Company Overview
Auna S.A. operates as a healthcare service provider with a physical presence in Mexico, Peru, and Colombia, offering hospitals, clinics, prepaid healthcare plans, dental and vision insurance, and pharmaceutical sales. This business model places the entity squarely within the Healthcare sector, specifically the Medical Care Facilities industry, where it competes to deliver essential medical services and insurance coverage. The company's market capitalization stands at $442.60M, while its trailing twelve-month revenue reaches $4.39B, though the employee count is not publicly disclosed. These financial figures indicate a significant operational scale within the Latin American healthcare market, suggesting the organization manages substantial assets and revenue streams despite the lack of specific headcount data.

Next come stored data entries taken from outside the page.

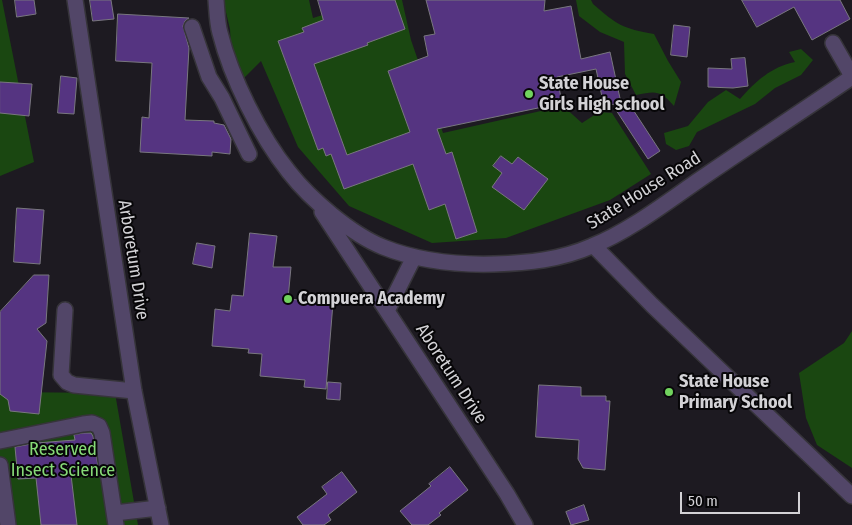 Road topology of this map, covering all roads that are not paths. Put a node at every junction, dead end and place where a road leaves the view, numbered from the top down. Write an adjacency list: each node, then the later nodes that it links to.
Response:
1 (74, 0): 14 (street, Arboretum Drive)
2 (216, 0): 6 (street, State House Road)
3 (192, 27): 7 (street)
4 (833, 42): 5 (street)
5 (852, 76): 10 (street, State House Road)
6 (238, 81): 7 (street); 9 (street, State House Road)
7 (214, 86): 8 (street)
8 (249, 154)
9 (310, 195): 11 (street, State House Road); 13 (street, Aboretum Drive)
10 (594, 246): 11 (street, State House Road); 17 (street)
11 (414, 257): 13 (street)
12 (65, 310): 14 (street)
13 (387, 311): 22 (street, Aboretum Drive)
14 (134, 391): 18 (street, Arboretum Drive)
15 (0, 441): 19 (street)
16 (0, 465): 20 (street)
17 (852, 496)
18 (158, 508): 19 (street); 21 (street, Arboretum Drive)
19 (116, 519)
20 (8, 525)
21 (161, 525)
22 (526, 525)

The disparity between the multi-billion dollar revenue and the sub-$500M market cap highlights a valuation structure common in capital-intensive healthcare infrastructure plays, where asset-heavy operations often result in lower price-to-book multiples relative to their revenue generation capabilities.
Financial Health
The company reported total revenue of $4.39B for the trailing twelve months, generating a net income of $97.61M and an EBITDA of $819.49M. The substantial gap between the $4.39B revenue and the $97.61M net income reveals a cost structure where operating expenses, likely including high fixed costs associated with hospital maintenance and staff, consume a significant portion of top-line growth. Free cash flow stands at $47.48M, which represents the cash remaining after capital expenditures and operating costs, indicating a modest level of financial flexibility for debt servicing or strategic investments. The company maintains a cash balance of $365.00M against total debt of $3.94B, resulting in a debt-to-equity ratio of 223.10% which characterizes a highly leveraged balance sheet rather than a conservative one. Liquidity is assessed via a current ratio of 1.11, suggesting the company holds just enough current assets to cover its current liabilities, indicating tight but manageable short-term liquidity conditions. Return on Equity is 6.5% and Return on Assets is 5.4%, metrics that suggest capital efficiency is constrained by the high debt load, as the returns generated on equity and assets are relatively low when compared to the leverage employed.
Valuation Assessment
The stock trades with a P/E Ratio of 16.16 on a trailing twelve-month basis and a Forward P/E of 5.23. The significant divergence between the trailing and forward P/E ratios implies that the market expects earnings to grow substantially in the future, or that the current earnings are depressed relative to the forward-looking estimates. The Price to Book ratio is 0.98, indicating that the market values the company at roughly parity with its book value, suggesting no significant market premium for its intangible assets or growth prospects. Alternative valuation metrics include a Price to Sales ratio of 0.10 and an EV/EBITDA of 5.11, figures that suggest the stock is priced at a discount relative to its sales and earnings power, a common characteristic for asset-heavy or highly leveraged healthcare operators. The 52-week high is $7.50 and the low is $4.46; without a specific current price, the range establishes the volatility envelope within which the stock has traded over the last year. The Beta of 2.10 indicates that the stock is significantly more volatile than the broader market, moving more than twice as much as the index in either direction during periods of market stress or gain.
Growth & Income
Revenue growth for the trailing twelve months is 6.6%, while earnings growth for the year-over-year period is not available due to the absence of prior year comparative data in the provided metrics. In the absence of reported earnings growth figures, it is impossible to determine if earnings are growing faster or slower than revenue, but the 6.6% revenue expansion demonstrates top-line momentum in a competitive healthcare landscape. The company does not pay a dividend, evidenced by a Dividend Yield of N/A and a Payout Ratio of 0.0%, meaning the company reinvests all available earnings into operations, debt reduction, or growth initiatives rather than distributing cash to shareholders. This non-dividend profile aligns with the high debt levels and the need for capital to service the $3.94B debt load, prioritizing financial stability and operational expansion over immediate shareholder income. The overall growth and income profile is defined by moderate revenue expansion and a reinvestment strategy that supports a highly leveraged capital structure without providing current income yields.